Вырытый и замаскированный за одну ночь окоп стал для солдата и спальней, и столовой, и укрытием от пуль и осколков. Все у него тут под рукой: оружие на бруствере, боеприпасы рядом, котелок в нише, вещевой мешок в уголке — можно голову прислонить к нему, под ногами ветки или дерн. Проходят сутки, другие, и окоп соединится с соседом справа и слева. Так зарождается сплошная траншея. К ней с тыльной стороны прирастают землянки, блиндажи, пункты наблюдения за противником. Смотришь, за недельку солдат освоился с земляными сооружениями на переднем крае так, что готов назвать свою стрелковую ячейку рабочим кабинетом, а всю систему траншей, ходов сообщения и блиндажей — улицами и переулками батальонного городка в земле. Все сделано своими руками, все обжито, утеплено и тщательно замаскировано. И если противник попытается вышибить тебя из этих укрытий, то будет встречен огнем с фронта и с флангов. Но вот приходит пора покидать эти «кабинеты», надо вышибать противника из таких же укрытий, усиленных закопанными в землю железобетонными колпаками с амбразурами для скорострельных пулеметов... И, прежде чем достигнешь первой траншеи противника, необходимо преодолеть заминированные участки, пристрелянные из орудий и минометов рубежи. Каждый метр под прицелом, а ты с открытой грудью, только голова под стальной каской. Какие силы могут поднять тебя на такое деяние? Какой клапан следует открыть в себе, чтобы одолеть страх за свою жизнь?

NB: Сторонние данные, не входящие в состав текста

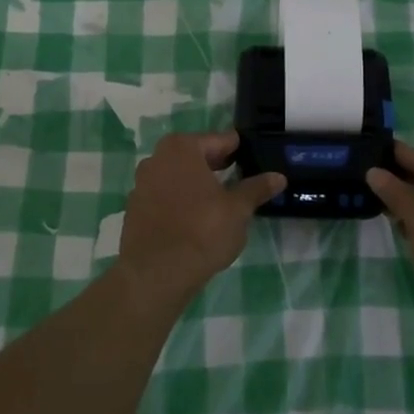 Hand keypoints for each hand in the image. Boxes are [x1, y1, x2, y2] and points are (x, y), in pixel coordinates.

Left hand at [118, 132, 284, 305]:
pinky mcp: (134, 209)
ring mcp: (141, 184)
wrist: (156, 274)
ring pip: (176, 175)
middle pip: (194, 155)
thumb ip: (256, 189)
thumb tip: (278, 177)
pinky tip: (193, 218)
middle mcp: (157, 158)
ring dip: (195, 182)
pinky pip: (163, 196)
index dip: (236, 148)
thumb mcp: (238, 210)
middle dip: (215, 164)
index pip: (218, 140)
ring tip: (217, 198)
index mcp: (182, 148)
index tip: (250, 155)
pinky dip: (179, 200)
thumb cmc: (202, 231)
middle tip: (238, 175) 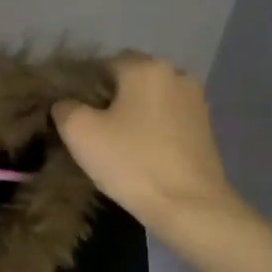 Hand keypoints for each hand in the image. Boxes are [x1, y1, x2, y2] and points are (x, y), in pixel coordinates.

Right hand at [52, 56, 247, 234]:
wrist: (190, 207)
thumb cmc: (132, 162)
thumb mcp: (80, 133)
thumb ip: (65, 108)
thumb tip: (66, 104)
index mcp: (146, 67)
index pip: (104, 64)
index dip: (85, 87)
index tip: (74, 114)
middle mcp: (176, 74)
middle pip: (131, 80)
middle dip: (111, 99)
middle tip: (93, 130)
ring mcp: (196, 101)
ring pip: (151, 99)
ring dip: (134, 114)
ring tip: (117, 143)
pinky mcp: (206, 127)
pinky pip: (168, 118)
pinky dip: (153, 129)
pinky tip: (142, 153) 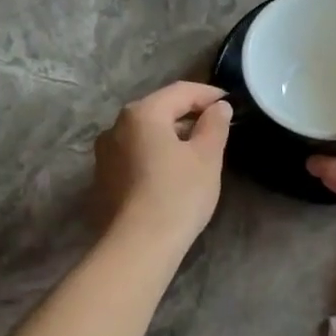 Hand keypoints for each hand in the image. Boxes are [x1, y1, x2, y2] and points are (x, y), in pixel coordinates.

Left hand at [95, 82, 232, 250]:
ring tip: (197, 151)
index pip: (181, 91)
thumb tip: (218, 108)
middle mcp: (117, 126)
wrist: (139, 244)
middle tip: (217, 127)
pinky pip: (136, 154)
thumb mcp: (207, 156)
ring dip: (172, 135)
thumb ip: (215, 125)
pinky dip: (156, 154)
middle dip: (189, 114)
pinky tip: (173, 172)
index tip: (231, 103)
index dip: (209, 94)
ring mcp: (106, 153)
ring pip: (146, 133)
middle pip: (159, 110)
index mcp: (142, 113)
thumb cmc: (178, 193)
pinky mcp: (104, 178) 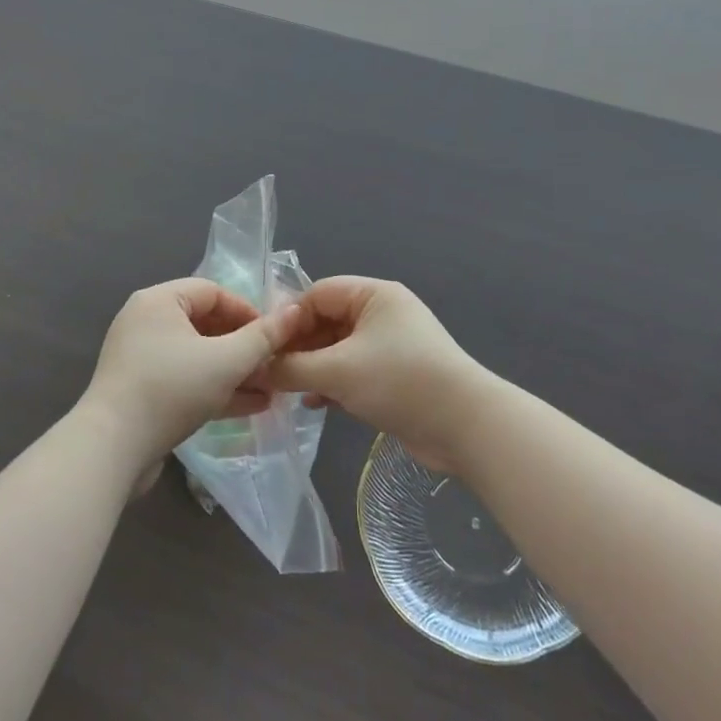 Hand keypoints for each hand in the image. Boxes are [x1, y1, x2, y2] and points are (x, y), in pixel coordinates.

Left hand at [78, 278, 304, 470]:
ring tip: (271, 390)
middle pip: (206, 324)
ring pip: (199, 357)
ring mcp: (142, 359)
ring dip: (235, 372)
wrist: (112, 449)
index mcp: (159, 301)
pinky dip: (215, 389)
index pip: (213, 292)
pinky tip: (251, 406)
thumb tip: (294, 311)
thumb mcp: (225, 361)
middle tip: (275, 366)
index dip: (248, 311)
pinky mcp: (142, 392)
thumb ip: (263, 337)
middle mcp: (147, 322)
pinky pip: (186, 381)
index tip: (275, 337)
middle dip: (245, 347)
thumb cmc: (171, 389)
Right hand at [264, 277, 496, 472]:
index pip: (317, 294)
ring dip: (313, 368)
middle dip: (298, 347)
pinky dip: (333, 383)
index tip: (261, 347)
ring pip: (338, 349)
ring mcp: (390, 345)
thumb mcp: (338, 371)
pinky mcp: (395, 375)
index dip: (288, 318)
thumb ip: (292, 368)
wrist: (465, 426)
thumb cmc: (399, 381)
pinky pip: (353, 371)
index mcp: (373, 295)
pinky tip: (315, 404)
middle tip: (270, 373)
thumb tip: (255, 368)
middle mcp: (382, 313)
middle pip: (327, 321)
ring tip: (287, 391)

Атаки бывают разные: атака взводом, ротой, батальоном. Крупные операции начинаются с атак целых полков и дивизий. И в каждой основная атакующая единица — солдат. От него зависит решение боевых задач любого масштаба. Значит, он — центр внимания и забот командира и политработника в подготовке подразделения к атаке. Ты поведешь его через зону смертельной опасности, он должен поверить тебе, ты — ему... А это, как известно, требует немало времени. С ходу, с лету, одним выкриком можно поднять только степных курочек — пугливых стрепетов — из травы. Солдат всегда сам себе тактик и стратег. Даже в час артиллерийского удара по обороне противника — в заключительный этап подготовки атаки — он, видя мощь огня, снова и снова сверяет замысел командования со своим решением — где и как надо действовать, на кого равняться. И всякий, кто в своих суждениях допускает, что можно вот так просто поднять и повести за собой людей в атаку, тот обманывает прежде всего себя, а на практике это означает ложный героизм.
Тот частный эпизод из фронтовой жизни на заключительном этапе войны не заставил бы меня сейчас доискиваться до истинных причин появления человека в рясе перед поднявшимися в атаку гвардейцами, если бы я не встретил здесь, в Кулундинской степи, человека за чтением молитвы перед пустым полем.
— Как часто он выходит в поле на молитву? — спросил я шофера.
— Вижу в третий раз, — неохотно ответил шофер и, повременив, предупредил: — Не надо его трогать, пусть молится про себя, никому не мешает.
— Я не собираюсь трогать его, только интересно, кого он тут приобщает к своей вере?
— Это его надо спросить... Если никого, то заставляет думать о себе проезжих и прохожих.
— В этом он чем-то похож на того человека в рясе и с крестом в лучах прожектора, — сказал я и поведал шоферу фронтовую историю.
Выслушав меня, шофер оживился:
— Могу об заклад биться, могу «вселенную» на плаху положить, — он показал на свою голову, — мог и Митрофаний такое совершить. Мог...
Мне стало ясно, что «вселенная» моего собеседника заполнена сомнениями, поэтому он побаивается резко выступить против Митрофания. Я промолчал, обдумывая, как можно объяснить такие явления в наше время.
— Вот и приехали, — сказал шофер, резко нажав на тормоза.
Свет фар уперся в крыльцо гостиницы. На веранде, с подветренной стороны, идет чаепитие. Первыми выскакивают из-за стола дочь Наташа и сын Максим. Пыль на висках, пыль на бровях, бетонная шершавость от песка на моем небритом лице, хруст пропотелой толстовки — все удивляет их. Они не дают опомниться, тянут в сарайчик, приспособленный под душевую.
— Зря нас с собой не взял, — упрекнул Максим, а Наташа без передыху тараторит о том, что их приглашают побывать в разных колхозах района и родственники погибших фронтовых друзей зовут в гости, хоть на неделю; что не надо мотаться по пыльным дорогам, есть какой-то другой путь; что в Кулунде жарко и знойно, но люди добрые, злых не встречали, все расспрашивают о Москве, как там живется.
— А ты все мотаешься и мотаешься, — продолжала она. — Тут на веранде люди со своими заботами ждут тебя.
— Кто?
— Знаю, но не скажу. Сам посмотришь, проверю твою зрительную память.